Пришлось пожать его руку, но как я пожалел об этом, получив копию того, что он блудливо назвал на обсуждении «импровизацией». Вся она продиктована неприязнью, презрением, какой-то беспричинной, болезненной ненавистью, все, на его вкус, дурно, пошло, вздорно, сочиненно, неграмотно, плоско, мертво… Весь его текст — шедевр предвзятости, блестящее подтверждение мысли Талейрана. «Дайте мне человека, который во всю свою жизнь написал хоть одну строку, и я вам докажу, что он заслуживает смерти».
В распоряжении Леонида Соболева оказалось около семисот книжных страниц — трудно ли доказать, что я заслуживаю четвертования!
Обсуждение не развязало рук Лесючевскому Нельзя было ни сбросить рукопись в мусорную корзину, ни объявить ее черновиком, наброском, отодвинуть на годы. Лесючевский — человек осведомленный, непременный посетитель Отделов культуры и пропаганды ЦК, извертевшийся в писательской толпе между ортодоксами-интернационалистами, догматиками и антисемитами, все разнюхивавший, разведывавший и метавшийся, подталкиваемый вечным страхом, избрал единственно безопасную для себя тактику проволочек: «Политика дороже денег!» Как он усердствовал, заговаривая меня до полуобморочного состояния, искусно модулируя голосом — голосом непонятого друга моей книги, да и меня самого, голосом мужественного моего заступника от негодующих влиятельных писателей . Как втолковывал он мне, что мы, более всех мы с ним заинтересованы в непогрешимости книги, в выверенности каждой подробности и слова. Мысль его становилась то яростно-обвинительной, непримиримой к николаевской России — «тюрьме народов», то умильно-патриотической, воспаряющей к небесам. И я должен был чувствовать себя то клеветником-очернителем, то слащавым тенором, воспевающим недостойных офицеров недостойного российского флота, хитрецом, пристраивающимся к патриотизму, от которого меня официально отлучила «Правда». Побывав не только в «космополитах», но и в разное время в «националистах» всевозможного толка — националистах русских, украинских и еврейских, — я давно заподозрил, как ничтожна цена этой демагогии, но еще не постиг, что даже для черносотенца, до трепета поджилок ненавидящего «жидов», даже для него шовинистическая демагогия не есть выражение идейности , а только звериная, корыстная борьба за власть , за кусок послаще, за место подоходнее и поприметнее.
Но тогда я временами терялся, опускался до соболезнований Лесючевскому, который-де хочет мне добра, но не так, как беспечные по части теории Горбунов или Корнев, а трезво, взыскательно, — не в этом ли высшее расположение к рукописи?
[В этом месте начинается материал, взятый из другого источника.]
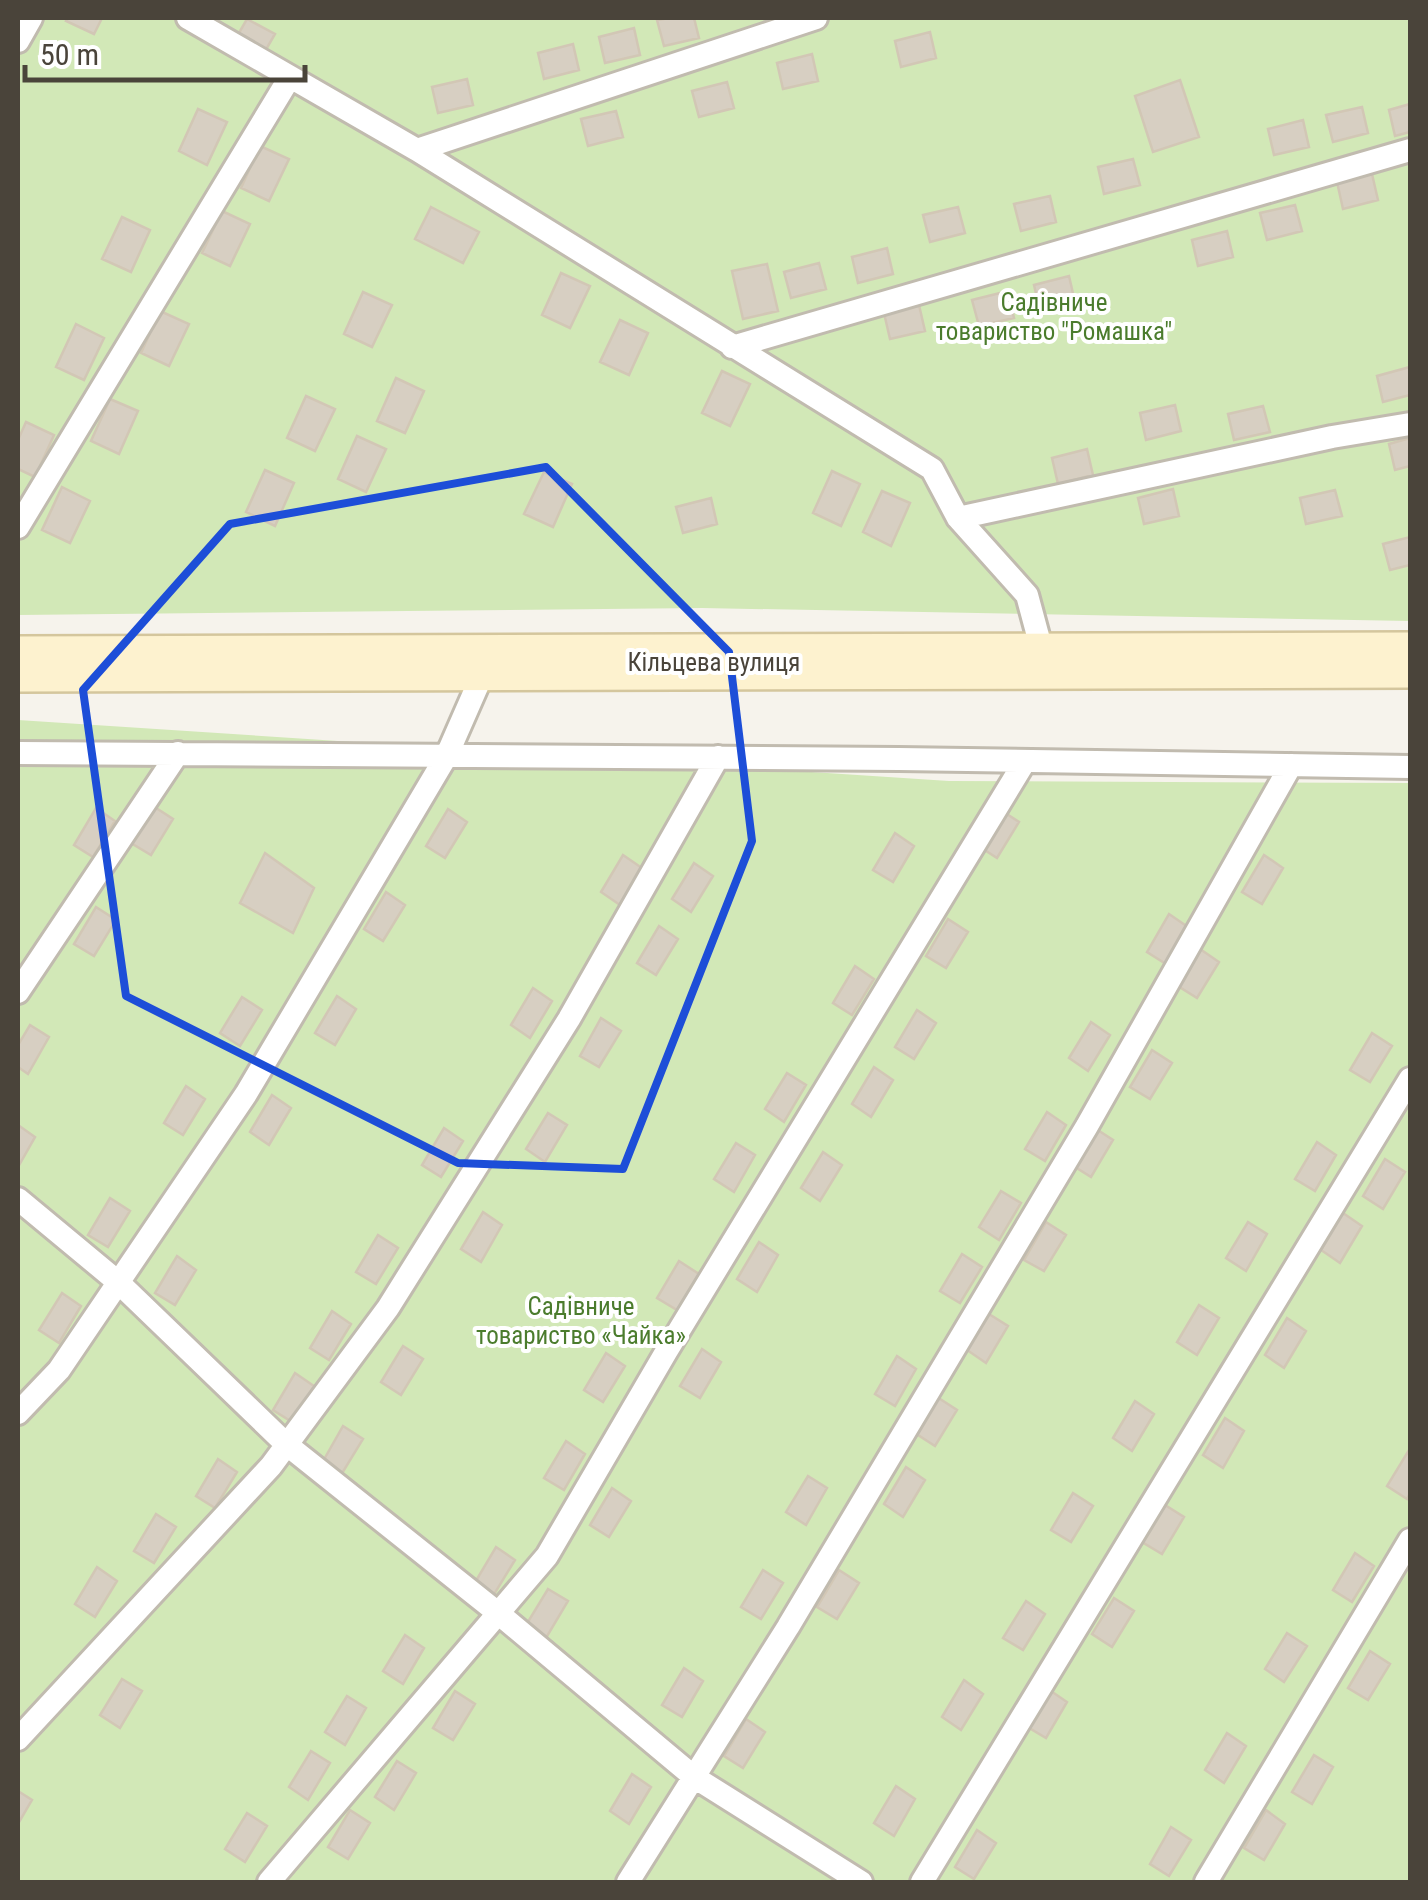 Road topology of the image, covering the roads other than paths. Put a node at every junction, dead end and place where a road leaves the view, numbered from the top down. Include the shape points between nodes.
1 (32, 18) edge
2 (188, 18) edge
3 (816, 18) edge
4 (18, 40) edge
5 (290, 76) junction
6 (417, 150) junction
7 (1410, 150) edge
8 (732, 347) junction
9 (1410, 424) edge
10 (958, 518) junction
11 (18, 526) edge
12 (1410, 660) edge
13 (1044, 662) junction
14 (488, 663) junction
15 (18, 664) edge
16 (18, 753) edge
17 (178, 753) junction
18 (447, 756) junction
19 (718, 757) junction
20 (1025, 760) junction
21 (1291, 765) junction
22 (1410, 767) edge
23 (18, 992) edge
24 (1410, 1079) edge
25 (18, 1199) edge
26 (118, 1282) junction
27 (18, 1413) edge
28 (286, 1444) junction
29 (1410, 1540) edge
30 (498, 1614) junction
31 (18, 1739) edge
32 (694, 1777) junction
33 (269, 1882) edge
34 (628, 1882) edge
35 (861, 1882) edge
36 (922, 1882) edge
37 (1206, 1882) edge

1 - 4 lane
2 - 5 lane
3 - 6 lane
5 - 6 lane
5 - 11 lane
6 - 8 lane
7 - 8 lane
8 - 10 lane via 932,470
9 - 10 lane
10 - 13 lane via 1027,595
12 - 13 main road, Кільцева вулиця
13 - 14 main road, Кільцева вулиця
14 - 15 main road, Кільцева вулиця
14 - 18 lane
16 - 17 lane
17 - 18 lane
17 - 23 lane
18 - 19 lane
18 - 26 lane via 246,1094
19 - 20 lane
19 - 28 lane via 570,1019 388,1308
20 - 21 lane
20 - 30 lane via 547,1556
21 - 22 lane
21 - 32 lane via 1087,1126
24 - 36 lane
25 - 26 lane
26 - 27 lane via 58,1370
26 - 28 lane
28 - 30 lane
28 - 31 lane
29 - 37 lane
30 - 32 lane
30 - 33 lane
32 - 34 lane
32 - 35 lane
Он загонял меня в угол, загибая пальцы, подсчитывая, сколько хороших и сколько дурных русских людей в книге, и задавал мне неразрешимый вопрос: таково ли было их соотношение в середине XIX века и могу ли я подтвердить это документально? Книга в моих собственных глазах давно превратилась бы в кучу мусора, если бы не серьезная, отнюдь не панегирическая ее оценка людьми, чей авторитет был для меня достаточно велик: Тарле, Твардовского, Лавренева, Броуна, Шторма, Марич и некоторых других.
Лесючевский нащупал мою слабину: при первом же (после 21 марта) разговоре с глазу на глаз он полубрезгливо, с оттенком сокрушенности предал Леонида Соболева, мол, мы искали его исторической апробации, а получился конфуз («хотя скажу: прислушайтесь и к Соболеву, будьте мудры, не побрезгуйте ни одним дельным замечанием, от кого бы оно ни исходило, ведь делаем мы одно, общее дело…»); Кудреватых тоже «перебрал», упрекая вас в избытке патриотизма, такая постановка вопроса нетактична («хотя скажу: партийная критика в ваш адрес была серьезная, не следует никому давать основание думать, что вы шарахнулись , кинулись в другую крайность, мы и с Кудреватых делаем одно, общее дело…»).
Хотелось выть.
Вымирали, на глазах «ссыхались», улетучивались герои книги, меня понуждали стыдиться их, отрекаться от них как от личностей недостойных, хотя реально и существовавших, а если я упрямился, заняв круговую оборону из фактов, моих героев, всех до единого, принимались унижать как неуклюжие создания неодаренного литератора. Если бы и жизнь, и судьба моя, и существование семьи не сошлись на этой рукописи, я бы навсегда расстался с ней. Осталась бы мечта, память о Ленинке, благодарность тем, кто помогал мне неуниженно прожить три с половиной года, и вечное сожаление о давних жителях моей Родины, к кому я прикоснулся взглядом, мыслью и пером, но пером недостаточно сильным, чтобы дать им достойную жизнь.